Operator 2026-06-17: UPGRADE_BASE_VERSION is still used (plausible pins 3.0.1+ v2.0.0 to dodge the broken 3.0.0 base; bluesky-pds references it as a future re-enable). Once canon establishes plausible's canonical at 3.0.1, the dynamic base resolves correctly without the pin -> strip the key (meta/resolver/docs/ tests) + migrate plausible + update bluesky-pds note. GATED: keep it if plausible genuinely still needs the escape-hatch (never drop upgrade coverage).
14 KiB
Phase canon — make the canonical sweep actually work (the real "nightly sweep") + verify it
Mission (operator-specified 2026-06-17): the "nightly sweep" was specified in theory but was never
actually doing anything — confirmed live: nightly-sweep.timer is deployed and fires green
(nightly_sweep.py, last run 2026-06-17 03:09 UTC exit 0), but only custom-html is WARM_CANONICAL
-enrolled and ZERO canonical.json records exist — i.e. the machinery has never actually promoted a
canonical end-to-end. This phase makes it real and proven, as the substitute for that hollow
nightly sweep, with the operator's refinements (2026-06-17):
- Sync each recipe mirror's
mainongit.autonomic.zone/recipe-maintainers/<recipe>to its upstream (git.coopcloud.tech/coop-cloud/<recipe>) first, so the sweep sees true upstream tags/latest. - Trigger on a new RELEASED VERSION, not a new commit. Test a recipe only when its latest release
tag on the synced
mainis newer than its current canonical version — skip when there is no new version, even ifmainhas new untagged commits. The sweep tests releases, not arbitrary commits. - Promote the canonical only to a TAGGED release. A canonical advances only to a version that has a real release tag (a published release) — never to an arbitrary untagged commit.
…then run CI cold-on-main for each recipe and actually promote the canonical for any that pass —
and prove the whole thing works. The deliverable is correctness, verified end-to-end — and the
operator specifically wants confidence it plays nicely with the samever upgrade-base work (§2
"Plays-nice-with-samever"). Operator decisions (2026-06-17): all recipes enrolled (§2.B), and the
cadence is weekly (change the existing daily timer to weekly — a one-line OnCalendar tune; exact
day/time is not critical). This REPLACES the hollow nightly sweep; it is not a parallel job.
State files: STATUS-canon.md, BACKLOG-canon.md, REVIEW-canon.md, JOURNAL-canon.md. DECISIONS.md shared.
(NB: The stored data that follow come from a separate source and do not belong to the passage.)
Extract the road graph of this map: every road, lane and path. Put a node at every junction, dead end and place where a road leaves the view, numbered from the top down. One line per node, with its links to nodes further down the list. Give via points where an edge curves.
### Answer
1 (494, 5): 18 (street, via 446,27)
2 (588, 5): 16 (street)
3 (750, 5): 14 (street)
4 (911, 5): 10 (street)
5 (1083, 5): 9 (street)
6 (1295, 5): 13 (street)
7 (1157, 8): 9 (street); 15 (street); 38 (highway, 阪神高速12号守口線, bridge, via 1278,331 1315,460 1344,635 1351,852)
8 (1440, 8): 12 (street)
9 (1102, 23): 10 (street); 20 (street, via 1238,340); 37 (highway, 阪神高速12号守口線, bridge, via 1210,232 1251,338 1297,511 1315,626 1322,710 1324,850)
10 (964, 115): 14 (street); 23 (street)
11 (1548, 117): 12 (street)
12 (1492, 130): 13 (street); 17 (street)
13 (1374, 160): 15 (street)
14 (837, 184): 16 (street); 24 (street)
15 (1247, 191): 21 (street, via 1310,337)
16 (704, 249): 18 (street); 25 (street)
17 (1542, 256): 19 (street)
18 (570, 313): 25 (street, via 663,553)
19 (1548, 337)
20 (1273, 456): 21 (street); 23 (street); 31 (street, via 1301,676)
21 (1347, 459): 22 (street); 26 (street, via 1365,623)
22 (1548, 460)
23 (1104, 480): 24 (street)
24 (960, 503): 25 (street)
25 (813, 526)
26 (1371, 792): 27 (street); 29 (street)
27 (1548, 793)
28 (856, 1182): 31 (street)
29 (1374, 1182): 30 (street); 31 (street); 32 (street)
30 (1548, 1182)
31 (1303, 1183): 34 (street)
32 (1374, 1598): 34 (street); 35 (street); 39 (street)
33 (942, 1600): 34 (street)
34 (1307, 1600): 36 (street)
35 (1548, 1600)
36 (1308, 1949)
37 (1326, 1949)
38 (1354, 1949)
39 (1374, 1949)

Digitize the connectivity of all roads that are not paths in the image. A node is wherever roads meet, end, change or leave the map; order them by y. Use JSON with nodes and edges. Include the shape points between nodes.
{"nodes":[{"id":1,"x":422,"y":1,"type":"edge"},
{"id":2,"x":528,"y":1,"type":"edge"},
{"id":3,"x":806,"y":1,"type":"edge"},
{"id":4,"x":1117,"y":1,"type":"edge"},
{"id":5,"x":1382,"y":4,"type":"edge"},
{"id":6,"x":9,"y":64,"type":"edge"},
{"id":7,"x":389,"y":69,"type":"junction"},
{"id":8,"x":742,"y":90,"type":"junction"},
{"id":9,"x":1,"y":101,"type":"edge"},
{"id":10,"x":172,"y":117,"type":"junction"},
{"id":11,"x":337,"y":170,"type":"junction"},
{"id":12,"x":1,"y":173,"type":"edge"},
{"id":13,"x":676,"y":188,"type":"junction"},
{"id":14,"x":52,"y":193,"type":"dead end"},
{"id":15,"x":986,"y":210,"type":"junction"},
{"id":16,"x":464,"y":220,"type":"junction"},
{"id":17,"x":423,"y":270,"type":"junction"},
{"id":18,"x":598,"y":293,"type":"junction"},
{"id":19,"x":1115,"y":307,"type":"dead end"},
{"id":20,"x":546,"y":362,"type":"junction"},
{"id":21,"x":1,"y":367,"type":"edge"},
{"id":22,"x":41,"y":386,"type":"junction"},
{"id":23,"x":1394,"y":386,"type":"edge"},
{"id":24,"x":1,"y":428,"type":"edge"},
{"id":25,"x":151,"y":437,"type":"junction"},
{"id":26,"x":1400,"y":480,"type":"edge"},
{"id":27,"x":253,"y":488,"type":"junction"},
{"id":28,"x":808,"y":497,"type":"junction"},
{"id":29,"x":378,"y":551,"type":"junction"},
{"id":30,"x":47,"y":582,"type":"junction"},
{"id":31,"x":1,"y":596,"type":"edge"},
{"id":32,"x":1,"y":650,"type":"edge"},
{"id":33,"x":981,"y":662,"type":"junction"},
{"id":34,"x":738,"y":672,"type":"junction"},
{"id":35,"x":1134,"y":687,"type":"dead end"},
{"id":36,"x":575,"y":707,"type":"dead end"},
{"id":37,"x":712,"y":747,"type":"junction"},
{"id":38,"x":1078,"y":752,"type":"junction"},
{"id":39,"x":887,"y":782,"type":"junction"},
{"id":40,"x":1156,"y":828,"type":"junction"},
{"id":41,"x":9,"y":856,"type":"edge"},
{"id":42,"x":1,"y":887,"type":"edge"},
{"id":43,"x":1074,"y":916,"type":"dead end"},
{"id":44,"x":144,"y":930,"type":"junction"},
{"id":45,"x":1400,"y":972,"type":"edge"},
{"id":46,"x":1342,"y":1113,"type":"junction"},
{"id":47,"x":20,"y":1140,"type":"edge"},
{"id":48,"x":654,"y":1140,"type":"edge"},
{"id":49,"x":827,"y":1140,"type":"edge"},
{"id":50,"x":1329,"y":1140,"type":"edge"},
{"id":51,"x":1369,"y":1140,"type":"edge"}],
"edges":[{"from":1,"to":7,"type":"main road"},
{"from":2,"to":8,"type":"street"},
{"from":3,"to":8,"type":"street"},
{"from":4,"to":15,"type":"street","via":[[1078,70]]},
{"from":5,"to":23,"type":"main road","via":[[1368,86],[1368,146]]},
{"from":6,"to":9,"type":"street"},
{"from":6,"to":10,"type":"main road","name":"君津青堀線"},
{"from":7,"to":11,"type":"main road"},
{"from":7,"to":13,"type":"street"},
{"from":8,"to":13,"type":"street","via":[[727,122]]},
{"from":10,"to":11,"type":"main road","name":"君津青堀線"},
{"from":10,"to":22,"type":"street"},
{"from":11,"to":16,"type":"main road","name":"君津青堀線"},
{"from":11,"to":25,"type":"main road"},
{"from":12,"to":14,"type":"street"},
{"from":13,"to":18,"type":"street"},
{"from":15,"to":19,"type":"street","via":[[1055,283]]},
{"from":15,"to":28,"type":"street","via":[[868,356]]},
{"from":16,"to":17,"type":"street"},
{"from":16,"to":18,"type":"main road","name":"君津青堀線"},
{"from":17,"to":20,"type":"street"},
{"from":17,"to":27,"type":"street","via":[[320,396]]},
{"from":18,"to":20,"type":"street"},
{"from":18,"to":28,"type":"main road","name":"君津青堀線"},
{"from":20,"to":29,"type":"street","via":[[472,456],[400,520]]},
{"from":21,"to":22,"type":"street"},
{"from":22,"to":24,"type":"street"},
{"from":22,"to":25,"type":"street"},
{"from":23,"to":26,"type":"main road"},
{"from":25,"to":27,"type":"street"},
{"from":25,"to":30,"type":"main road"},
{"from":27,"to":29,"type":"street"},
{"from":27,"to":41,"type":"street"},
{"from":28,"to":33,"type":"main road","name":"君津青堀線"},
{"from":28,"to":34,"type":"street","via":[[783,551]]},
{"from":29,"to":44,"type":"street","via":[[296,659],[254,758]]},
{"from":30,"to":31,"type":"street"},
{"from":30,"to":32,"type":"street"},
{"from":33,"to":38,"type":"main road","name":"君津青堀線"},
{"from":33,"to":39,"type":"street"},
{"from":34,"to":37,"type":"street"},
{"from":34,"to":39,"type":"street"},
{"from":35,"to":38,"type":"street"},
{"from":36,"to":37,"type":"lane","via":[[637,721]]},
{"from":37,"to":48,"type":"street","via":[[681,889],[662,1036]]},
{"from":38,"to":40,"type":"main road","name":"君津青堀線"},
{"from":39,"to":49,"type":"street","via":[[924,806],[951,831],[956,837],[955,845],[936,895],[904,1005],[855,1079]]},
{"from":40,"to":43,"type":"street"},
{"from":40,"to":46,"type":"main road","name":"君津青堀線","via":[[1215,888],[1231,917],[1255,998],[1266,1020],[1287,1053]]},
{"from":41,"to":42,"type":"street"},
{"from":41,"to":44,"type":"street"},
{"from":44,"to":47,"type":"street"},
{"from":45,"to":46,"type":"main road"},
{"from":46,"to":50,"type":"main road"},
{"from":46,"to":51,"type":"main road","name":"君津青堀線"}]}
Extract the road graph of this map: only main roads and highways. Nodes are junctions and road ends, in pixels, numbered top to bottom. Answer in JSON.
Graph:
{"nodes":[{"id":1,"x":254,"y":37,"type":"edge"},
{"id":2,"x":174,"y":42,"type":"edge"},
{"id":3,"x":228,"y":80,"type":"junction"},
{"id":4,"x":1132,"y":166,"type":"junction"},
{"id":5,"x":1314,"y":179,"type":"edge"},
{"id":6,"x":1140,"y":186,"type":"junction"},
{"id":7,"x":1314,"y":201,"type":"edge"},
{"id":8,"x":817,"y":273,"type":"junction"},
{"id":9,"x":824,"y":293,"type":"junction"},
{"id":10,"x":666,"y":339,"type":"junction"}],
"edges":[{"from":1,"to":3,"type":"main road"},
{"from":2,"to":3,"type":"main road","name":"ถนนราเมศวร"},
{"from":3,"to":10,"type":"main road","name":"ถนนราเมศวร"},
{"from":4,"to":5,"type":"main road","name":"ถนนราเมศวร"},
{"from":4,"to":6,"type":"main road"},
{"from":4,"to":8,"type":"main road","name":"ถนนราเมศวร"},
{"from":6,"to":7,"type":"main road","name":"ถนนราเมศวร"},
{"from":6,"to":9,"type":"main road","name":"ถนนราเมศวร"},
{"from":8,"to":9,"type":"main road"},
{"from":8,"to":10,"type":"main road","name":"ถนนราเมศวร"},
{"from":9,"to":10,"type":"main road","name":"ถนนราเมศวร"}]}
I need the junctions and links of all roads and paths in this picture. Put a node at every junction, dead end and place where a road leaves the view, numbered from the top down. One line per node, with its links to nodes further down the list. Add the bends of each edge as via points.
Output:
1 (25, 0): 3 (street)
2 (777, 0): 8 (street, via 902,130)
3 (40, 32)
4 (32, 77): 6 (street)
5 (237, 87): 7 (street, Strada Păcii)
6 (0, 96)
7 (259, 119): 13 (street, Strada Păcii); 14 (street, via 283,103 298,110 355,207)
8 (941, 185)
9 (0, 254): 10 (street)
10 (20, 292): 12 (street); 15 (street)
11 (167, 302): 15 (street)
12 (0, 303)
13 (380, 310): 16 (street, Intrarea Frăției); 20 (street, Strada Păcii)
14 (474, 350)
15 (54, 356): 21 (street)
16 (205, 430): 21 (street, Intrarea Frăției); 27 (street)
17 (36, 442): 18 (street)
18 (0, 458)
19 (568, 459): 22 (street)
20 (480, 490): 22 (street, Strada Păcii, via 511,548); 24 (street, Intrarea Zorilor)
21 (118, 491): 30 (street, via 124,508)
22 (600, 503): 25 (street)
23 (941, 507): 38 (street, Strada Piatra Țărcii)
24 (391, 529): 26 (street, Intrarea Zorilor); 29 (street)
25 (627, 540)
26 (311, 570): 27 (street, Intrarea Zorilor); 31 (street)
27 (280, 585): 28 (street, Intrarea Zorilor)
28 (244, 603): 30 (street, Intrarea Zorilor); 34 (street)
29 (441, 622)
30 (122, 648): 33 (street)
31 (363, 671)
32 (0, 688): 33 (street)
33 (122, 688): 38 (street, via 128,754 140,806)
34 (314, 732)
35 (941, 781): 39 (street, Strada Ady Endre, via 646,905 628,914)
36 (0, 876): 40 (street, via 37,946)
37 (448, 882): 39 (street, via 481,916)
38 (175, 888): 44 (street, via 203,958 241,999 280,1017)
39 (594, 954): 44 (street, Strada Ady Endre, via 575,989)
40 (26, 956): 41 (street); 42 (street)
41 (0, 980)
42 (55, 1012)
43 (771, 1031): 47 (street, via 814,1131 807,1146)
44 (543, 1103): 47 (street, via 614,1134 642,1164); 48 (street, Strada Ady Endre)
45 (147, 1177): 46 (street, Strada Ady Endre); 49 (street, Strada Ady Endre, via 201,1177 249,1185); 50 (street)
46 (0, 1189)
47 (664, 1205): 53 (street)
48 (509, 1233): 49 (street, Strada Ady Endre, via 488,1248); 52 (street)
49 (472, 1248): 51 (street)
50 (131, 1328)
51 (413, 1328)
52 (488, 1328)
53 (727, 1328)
1. Verified starting state (2026-06-17)
nightly-sweep.timerenabled + active (next ~03:00 UTC);nightly_sweep.pyruns and exits 0. The timer/service plumbing already works — reuse it, don't rebuild it.- Only
custom-htmlsetsWARM_CANONICAL = True. The sweep iteratescanonical.enrolled_recipes()→ essentially one recipe → near-no-op across the fleet. - No
canonical.jsonexists on the host → the promote path (should_promote_canonical→promote_canonical→write_registry) has never successfully produced a canonical, even for custom-html. This is the crux of "theory, not actually doing it." - The sweep does not reconcile mirrors to upstream, and does not skip-when-unchanged.
2. The work
A. Prove + fix the promote path FIRST (the core). On custom-html (already enrolled), make a green
cold-on-latest run actually write canonical.json (recipe/version/commit/status) AND prove a
subsequent --quick warm-reattach uses it (deploy_canonical reattaches the retained volume). If it
doesn't happen today, find and fix why (this is the real defect behind the hollow sweep). A canonical
must demonstrably exist and be reusable before anything else is meaningful.
- Promote-gate addition (operator 2026-06-17): only promote to a TAGGED release. Extend
should_promote_canonicalso a promote ALSO requires the tested version to correspond to a published release tag (warm_reconcile.recipe_tags): green + cold + latest + enrolled + tagged. The canonical must always be a real release — never an arbitrary untaggedmaincommit. An untagged state must never be written as a canonical.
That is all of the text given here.